Our best hope, then, is to formulate a detailed plan (Discipline) that makes a serious investment in moving us quickly, calmly, and in a fiercely committed way toward a new energy paradigm. We need to re-tool our economy and government to perpetuate this new system, one that acknowledges the boundaries of this planet and emphasizes more humane values. We need to face our new limits, and find creative, joyful ways to live within them. As part of that discipline, we should also be openly talking about our fears (and hopes) for what Collapse might look like, and figure out how we still might survive and make satisfying lives in even drastically reduced circumstances. The more familiar and comfortable we are with the full range of possible trade-offs we’re facing — including the most extreme ones — the more likely we are to be able to make whatever choices become necessary with intelligence and grace.
And that plan should, absolutely, include bold investments in innovative technologies that create alternatives to carbon-based fuels, promote energy conservation, and remove carbon from the atmosphere. Discipline partisans tend to denigrate technology solutions (in no small part because if we can solve the whole problem with technology alone, the economic, cultural and spiritual realignments implicit in Discipline won’t be necessary); but there’s a lot of low-hanging fruit out there, just waiting to be picked, and we’d be irresponsible not to set our inventors and scientists to the task of harvesting it. It’s probably true that our first, best, and fastest carbon-abatement solutions will come from this quarter.
Seen this way, the really important questions we need to be asking are the ones that look like this:
- Can Technology make big enough breakthroughs fast enough to ensure full (or near-full) Continuation? And is that even desirable?

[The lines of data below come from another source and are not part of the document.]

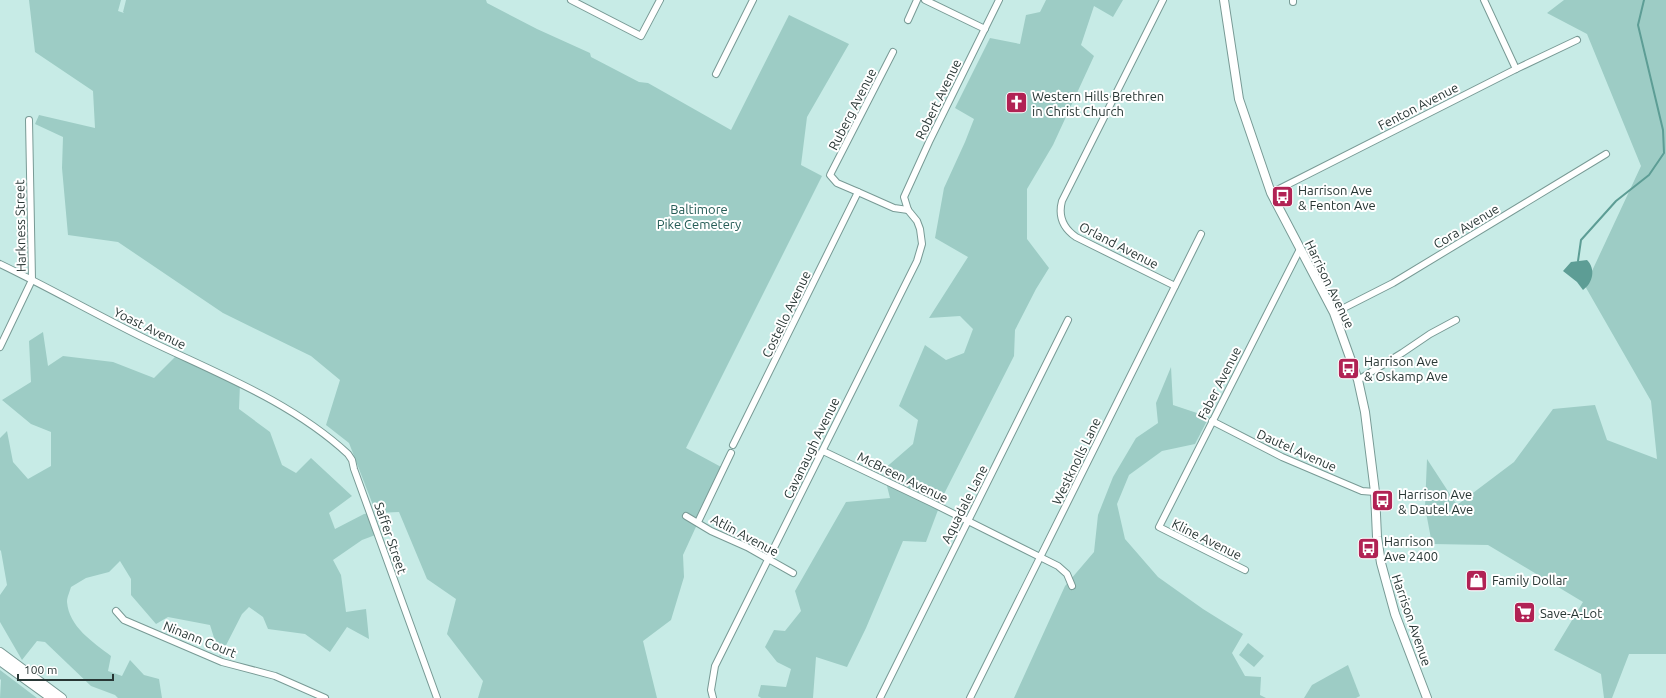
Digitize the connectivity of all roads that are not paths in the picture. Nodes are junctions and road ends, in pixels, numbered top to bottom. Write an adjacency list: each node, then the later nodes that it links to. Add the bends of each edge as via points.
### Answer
1 (572, 0): 2 (street, via 641,36)
2 (660, 0)
3 (752, 0): 15 (street)
4 (917, 0): 10 (street)
5 (925, 0): 11 (street)
6 (999, 0): 11 (street, Robert Avenue)
7 (1163, 0): 25 (street, Orland Avenue, via 1062,201 1060,212 1066,229 1076,237)
8 (1224, 0): 19 (main road, Harrison Avenue, via 1239,99)
9 (1484, 0): 14 (street)
10 (908, 20)
11 (985, 29): 20 (street, Robert Avenue, via 908,186 904,197)
12 (1577, 40): 14 (street, Fenton Avenue)
13 (893, 52): 18 (street, Ruberg Avenue, via 830,175 837,183)
14 (1516, 68): 19 (street, Fenton Avenue)
15 (716, 74)
16 (29, 120): 24 (street, Harkness Street)
17 (1606, 154): 26 (street, Cora Avenue, via 1393,283)
18 (858, 192): 20 (street, via 894,208); 33 (street, Costello Avenue)
19 (1271, 193): 22 (main road, Harrison Avenue)
20 (908, 210): 34 (street, Cavanaugh Avenue, via 920,229 920,253)
21 (1201, 234): 25 (street, Westknolls Lane)
22 (1300, 250): 26 (main road, Harrison Avenue); 32 (street, Faber Avenue)
23 (0, 264): 24 (street, Yoast Avenue)
24 (32, 280): 29 (street, Harkness Street); 31 (street, Yoast Avenue)
25 (1175, 286): 41 (street, Westknolls Lane)
26 (1334, 313): 30 (main road, Harrison Avenue)
27 (1068, 320): 38 (street, Aquadale Lane)
28 (1456, 320): 30 (street)
29 (0, 347)
30 (1358, 380): 36 (main road, Harrison Avenue, via 1365,412)
31 (291, 410): 52 (street, Saffer Street, via 323,432 352,460)
32 (1212, 421): 36 (street, Dautel Avenue, via 1282,457 1362,491); 40 (street, Faber Avenue)
33 (733, 445)
34 (823, 451): 38 (street, McBreen Avenue); 42 (street, Cavanaugh Avenue)
35 (731, 453): 39 (street)
36 (1374, 492): 56 (main road, Harrison Avenue, via 1377,537 1388,589)
37 (686, 516): 39 (street, Atlin Avenue)
38 (968, 521): 41 (street, McBreen Avenue); 54 (street, Aquadale Lane)
39 (698, 522): 42 (street, Atlin Avenue, via 711,531 748,546)
40 (1159, 527): 43 (street, Kline Avenue)
41 (1040, 557): 45 (street, McBreen Avenue, via 1063,569); 55 (street, Westknolls Lane)
42 (768, 560): 44 (street, Atlin Avenue); 53 (street, Cavanaugh Avenue, via 715,666 711,690)
43 (1245, 570)
44 (793, 573)
45 (1072, 586)
46 (116, 611): 51 (street, Ninann Court, via 124,620 222,662 275,676)
47 (0, 652): 50 (main road)
48 (0, 661): 49 (main road)
49 (51, 698)
50 (62, 698)
51 (325, 698)
52 (437, 698)
53 (713, 698)
54 (880, 698)
55 (970, 698)
56 (1427, 698)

- Are Americans capable of enough Discipline to act quickly enough, with enough focus, to save their economy and restore their fading technological dominance?
- Are our cities and towns resilient enough to cope with whatever degree of Collapse may come? If they’re not, how do we begin to plan for that?
- Will the forces of Continuation evade their duty to seriously engage the other three alternatives so long that the whole conversation eventually becomes moot?
Every discussion about climate change is implicitly rooted in these four visions of the future. And arguments over which of these futures we should be assuming or prioritizing or planning for are, at heart, pointless. When you lay all four of them out this way, it’s easy to see that the most sensible strategy is to plan equally for all four. It’s not either/or. It’s and-and-and-and.
Look for ways to preserve the best of the life we have, to whatever extent we can. Do this by also preparing solid plans that route us away from assumptions and systems that are no longer workable, and find acceptable substitutes. Prepare for the worst. Invent and invest for the best. And if we do all this, in the end we’ll have the satisfaction of knowing that whatever future we arrive at will, at least, be the one we had the strongest possible hand in choosing for ourselves.